→ **Information supplied**:
⁂

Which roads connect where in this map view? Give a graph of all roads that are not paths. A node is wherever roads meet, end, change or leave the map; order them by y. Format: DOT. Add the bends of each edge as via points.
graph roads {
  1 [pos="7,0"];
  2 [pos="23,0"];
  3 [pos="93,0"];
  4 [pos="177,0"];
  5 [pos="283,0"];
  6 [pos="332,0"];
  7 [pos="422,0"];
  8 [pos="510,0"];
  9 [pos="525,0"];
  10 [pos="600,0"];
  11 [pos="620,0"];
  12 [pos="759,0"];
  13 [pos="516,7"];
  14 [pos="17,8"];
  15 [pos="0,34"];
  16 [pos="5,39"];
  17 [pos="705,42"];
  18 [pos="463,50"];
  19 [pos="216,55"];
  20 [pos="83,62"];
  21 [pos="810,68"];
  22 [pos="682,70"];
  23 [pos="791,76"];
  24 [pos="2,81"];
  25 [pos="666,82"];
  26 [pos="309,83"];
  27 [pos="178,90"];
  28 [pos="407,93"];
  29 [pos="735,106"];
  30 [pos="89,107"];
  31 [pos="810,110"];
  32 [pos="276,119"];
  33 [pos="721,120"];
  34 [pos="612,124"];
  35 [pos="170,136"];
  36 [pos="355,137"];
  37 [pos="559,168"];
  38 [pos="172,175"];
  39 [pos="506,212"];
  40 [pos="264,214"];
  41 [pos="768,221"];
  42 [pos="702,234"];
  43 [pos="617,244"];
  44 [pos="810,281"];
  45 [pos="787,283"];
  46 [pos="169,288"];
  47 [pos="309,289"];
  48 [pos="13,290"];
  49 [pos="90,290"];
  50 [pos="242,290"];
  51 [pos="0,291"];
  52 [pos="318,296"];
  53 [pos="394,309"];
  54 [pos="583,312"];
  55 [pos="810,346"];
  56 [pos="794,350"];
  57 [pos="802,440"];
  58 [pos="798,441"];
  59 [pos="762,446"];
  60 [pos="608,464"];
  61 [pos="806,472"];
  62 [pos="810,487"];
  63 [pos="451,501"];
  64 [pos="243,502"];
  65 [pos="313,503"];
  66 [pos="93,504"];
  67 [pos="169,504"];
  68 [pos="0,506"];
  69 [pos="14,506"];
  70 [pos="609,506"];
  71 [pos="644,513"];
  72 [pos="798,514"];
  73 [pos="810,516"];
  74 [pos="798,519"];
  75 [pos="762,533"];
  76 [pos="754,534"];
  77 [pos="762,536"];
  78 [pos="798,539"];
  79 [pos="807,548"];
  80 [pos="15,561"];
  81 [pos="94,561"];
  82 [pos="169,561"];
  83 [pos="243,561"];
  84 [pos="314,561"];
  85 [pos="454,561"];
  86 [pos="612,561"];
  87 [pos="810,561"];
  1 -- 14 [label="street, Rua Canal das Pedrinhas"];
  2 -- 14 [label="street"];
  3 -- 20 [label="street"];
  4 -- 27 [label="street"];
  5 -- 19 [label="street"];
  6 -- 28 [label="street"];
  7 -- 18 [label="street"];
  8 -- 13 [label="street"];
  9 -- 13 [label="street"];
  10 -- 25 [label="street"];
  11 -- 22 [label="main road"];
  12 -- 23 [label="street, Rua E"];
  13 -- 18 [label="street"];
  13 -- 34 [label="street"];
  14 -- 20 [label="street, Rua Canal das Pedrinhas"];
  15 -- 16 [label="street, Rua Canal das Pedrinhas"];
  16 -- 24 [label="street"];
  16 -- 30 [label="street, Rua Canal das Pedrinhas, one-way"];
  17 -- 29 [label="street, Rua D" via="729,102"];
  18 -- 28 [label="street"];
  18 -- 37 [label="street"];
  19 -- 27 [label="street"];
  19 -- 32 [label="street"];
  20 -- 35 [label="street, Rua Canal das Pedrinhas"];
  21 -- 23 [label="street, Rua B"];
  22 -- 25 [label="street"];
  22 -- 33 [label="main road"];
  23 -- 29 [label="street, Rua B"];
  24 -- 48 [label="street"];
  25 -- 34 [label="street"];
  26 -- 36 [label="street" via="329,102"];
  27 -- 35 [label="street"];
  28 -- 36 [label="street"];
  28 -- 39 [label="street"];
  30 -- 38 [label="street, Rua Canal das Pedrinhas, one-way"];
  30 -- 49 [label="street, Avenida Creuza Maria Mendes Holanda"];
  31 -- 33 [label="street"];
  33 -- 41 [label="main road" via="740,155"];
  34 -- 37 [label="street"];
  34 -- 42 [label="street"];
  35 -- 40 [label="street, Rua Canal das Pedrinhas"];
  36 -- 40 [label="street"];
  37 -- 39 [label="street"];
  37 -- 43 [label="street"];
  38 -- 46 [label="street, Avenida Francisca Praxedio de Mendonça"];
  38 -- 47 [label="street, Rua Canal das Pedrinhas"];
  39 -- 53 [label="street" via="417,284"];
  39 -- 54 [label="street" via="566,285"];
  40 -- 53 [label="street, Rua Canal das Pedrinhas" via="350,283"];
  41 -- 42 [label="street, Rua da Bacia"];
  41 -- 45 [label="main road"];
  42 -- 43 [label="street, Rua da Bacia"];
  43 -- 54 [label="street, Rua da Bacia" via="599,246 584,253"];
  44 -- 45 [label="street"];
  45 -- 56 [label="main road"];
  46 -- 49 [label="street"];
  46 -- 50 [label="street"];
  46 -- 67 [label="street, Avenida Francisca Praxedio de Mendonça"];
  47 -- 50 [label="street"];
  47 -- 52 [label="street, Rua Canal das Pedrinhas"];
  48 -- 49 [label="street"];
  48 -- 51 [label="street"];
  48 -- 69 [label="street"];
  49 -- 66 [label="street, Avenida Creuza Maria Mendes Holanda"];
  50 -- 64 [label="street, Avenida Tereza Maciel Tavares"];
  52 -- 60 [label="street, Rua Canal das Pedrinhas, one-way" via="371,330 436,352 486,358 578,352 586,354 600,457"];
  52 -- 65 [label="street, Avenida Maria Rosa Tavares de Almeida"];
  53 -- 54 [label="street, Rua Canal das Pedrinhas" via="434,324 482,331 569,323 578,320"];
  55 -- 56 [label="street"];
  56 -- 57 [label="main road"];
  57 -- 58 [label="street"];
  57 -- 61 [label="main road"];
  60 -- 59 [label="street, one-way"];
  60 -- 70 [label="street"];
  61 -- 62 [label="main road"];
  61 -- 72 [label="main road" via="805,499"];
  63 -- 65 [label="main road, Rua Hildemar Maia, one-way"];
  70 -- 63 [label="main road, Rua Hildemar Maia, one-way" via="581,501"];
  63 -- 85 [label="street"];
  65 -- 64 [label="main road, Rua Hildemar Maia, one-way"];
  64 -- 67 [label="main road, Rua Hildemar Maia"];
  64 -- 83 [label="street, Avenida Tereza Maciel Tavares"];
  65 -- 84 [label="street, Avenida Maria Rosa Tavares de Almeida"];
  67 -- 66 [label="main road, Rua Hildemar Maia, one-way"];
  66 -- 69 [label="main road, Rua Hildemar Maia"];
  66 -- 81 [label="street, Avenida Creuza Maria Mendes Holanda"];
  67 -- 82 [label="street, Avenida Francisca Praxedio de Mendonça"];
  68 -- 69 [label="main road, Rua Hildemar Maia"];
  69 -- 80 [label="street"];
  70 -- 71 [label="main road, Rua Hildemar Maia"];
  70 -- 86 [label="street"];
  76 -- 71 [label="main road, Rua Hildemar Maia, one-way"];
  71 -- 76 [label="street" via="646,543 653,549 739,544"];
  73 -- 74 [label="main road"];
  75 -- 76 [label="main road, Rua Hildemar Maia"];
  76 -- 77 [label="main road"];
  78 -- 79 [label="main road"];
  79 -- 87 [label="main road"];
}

⁂

Extract every line from the records above that contains the word "Almeida".

  52 -- 65 [label="street, Avenida Maria Rosa Tavares de Almeida"];
  65 -- 84 [label="street, Avenida Maria Rosa Tavares de Almeida"];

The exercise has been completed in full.